In 2014, Pfizer and OPKO entered into a worldwide agreement for the development and commercialization of NGENLA for the treatment of GHD. Under the agreement, OPKO is responsible for conducting the clinical program and Pfizer is responsible for registering and commercializing NGENLA for GHD.
About the NGENLA Clinical Program
The safety and efficacy of NGENLA (somatrogon-ghla) was demonstrated in a multi-center, randomized, open-label, active-controlled Phase 3 study (NCT 02968004). The Phase 3 study enrolled and treated 224 pediatric patients, treatment-naïve children with growth hormone deficiency who were randomized 1:1 into two arms: NGENLA (somatrogon-ghla) once-weekly at a dose of 0.66 mg/kg/day vs somatropin, once-daily at a dose of 0.034 mg/kg/day. The study met its primary endpoint of NGENLA non-inferiority compared to somatropin, measured by annual height velocity at 12 months.
About Growth Hormone Deficiency
Growth hormone deficiency is a rare disease characterized by the inadequate secretion of growth hormone from the pituitary gland and affects one in approximately 4,000 to 10,000 children.1,2 In children, this disease can be caused by genetic mutations or acquired after birth.1,4 Because the patient's pituitary gland secretes inadequate levels of somatropin, the hormone that causes growth, a child's height may be affected and puberty may be delayed.1,2,5 Without treatment, affected children will have persistent growth attenuation and a very short height in adulthood.1,2 Children may also experience challenges in relation to physical health and mental well-being.1,2
Important NGENLA (somatrogon-ghla) Safety Information
- Growth hormone should not be used in children after the growth plates have closed.

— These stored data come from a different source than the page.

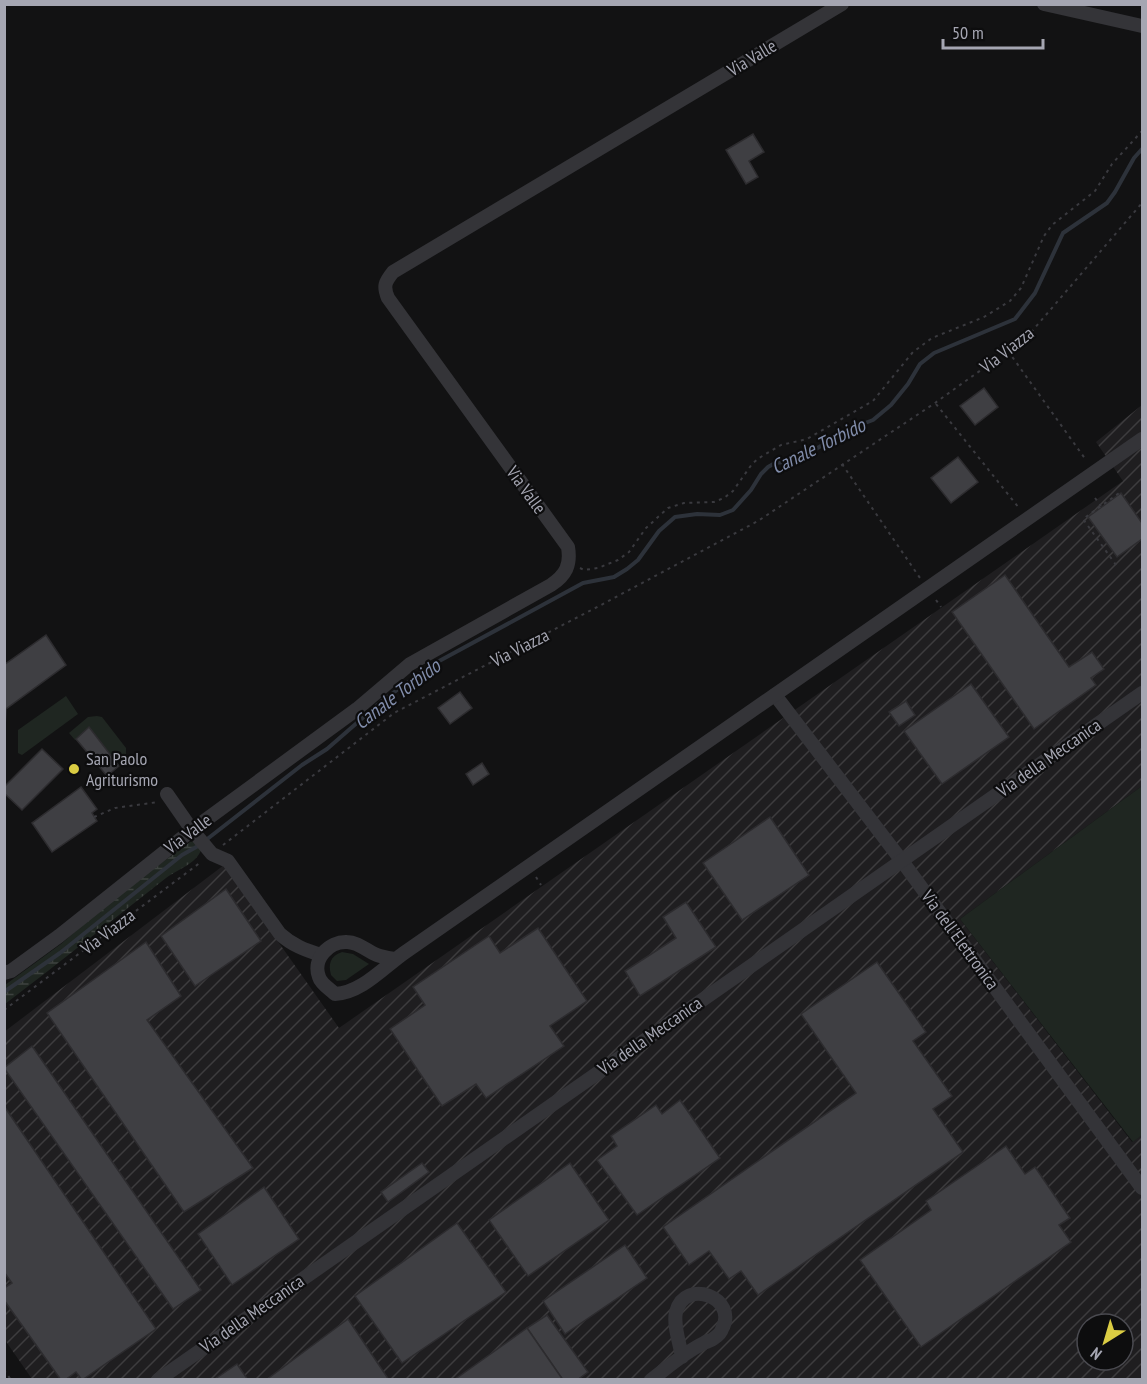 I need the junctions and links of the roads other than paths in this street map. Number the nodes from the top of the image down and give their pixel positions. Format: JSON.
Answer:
{"nodes":[{"id":1,"x":842,"y":4,"type":"edge"},
{"id":2,"x":1044,"y":4,"type":"edge"},
{"id":3,"x":1143,"y":26,"type":"edge"},
{"id":4,"x":1143,"y":439,"type":"edge"},
{"id":5,"x":1143,"y":693,"type":"edge"},
{"id":6,"x":775,"y":695,"type":"junction"},
{"id":7,"x":165,"y":798,"type":"road end"},
{"id":8,"x":192,"y":830,"type":"junction"},
{"id":9,"x":902,"y":861,"type":"junction"},
{"id":10,"x":321,"y":955,"type":"junction"},
{"id":11,"x":395,"y":959,"type":"junction"},
{"id":12,"x":4,"y":973,"type":"edge"},
{"id":13,"x":1143,"y":1188,"type":"edge"},
{"id":14,"x":682,"y":1357,"type":"junction"},
{"id":15,"x":158,"y":1380,"type":"edge"},
{"id":16,"x":651,"y":1380,"type":"edge"}],
"edges":[{"from":1,"to":8,"type":"street","name":"Via Valle"},
{"from":2,"to":3,"type":"street"},
{"from":4,"to":6,"type":"street"},
{"from":5,"to":9,"type":"street","name":"Via della Meccanica"},
{"from":6,"to":9,"type":"street","name":"Via dell'Elettronica"},
{"from":6,"to":11,"type":"street"},
{"from":7,"to":8,"type":"street"},
{"from":8,"to":10,"type":"street"},
{"from":8,"to":12,"type":"street","name":"Via Valle"},
{"from":9,"to":13,"type":"street","name":"Via dell'Elettronica"},
{"from":9,"to":15,"type":"street","name":"Via della Meccanica"},
{"from":10,"to":11,"type":"street"},
{"from":10,"to":11,"type":"street"},
{"from":14,"to":14,"type":"street"},
{"from":14,"to":16,"type":"street"}]}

- Growth hormone should not be used in children with some types of eye problems caused by diabetes (diabetic retinopathy).
- Growth hormone should not be used in children who have cancer or other tumors.
- Growth hormone should not be used in children who are critically ill because of some types of heart or stomach surgery, trauma, or breathing (respiratory) problems.
- Growth hormone should not be used in children with Prader-Willi syndrome who are very overweight or have breathing problems including sleep apnea.
- NGENLA should not be used by children who have had an allergic reaction to somatrogon-ghla or any of the ingredients in NGENLA. Look for prompt medical attention in case of an allergic reaction.
- Some children have developed diabetes mellitus while taking growth hormone. Dosages of diabetes medicines may need to be adjusted during treatment with NGENLA. Children should be watched carefully if NGENLA is given along with glucocorticoid therapy and/or other drugs that are processed by the body in the same way.
- In childhood cancer survivors, treatment with growth hormone may raise the likelihood of a new tumor, particularly some benign (non-cancerous) brain tumors. This likelihood may be higher in children who were treated with radiation to the brain or head. Your child's health care provider will need to check your child for a return of cancer or a tumor.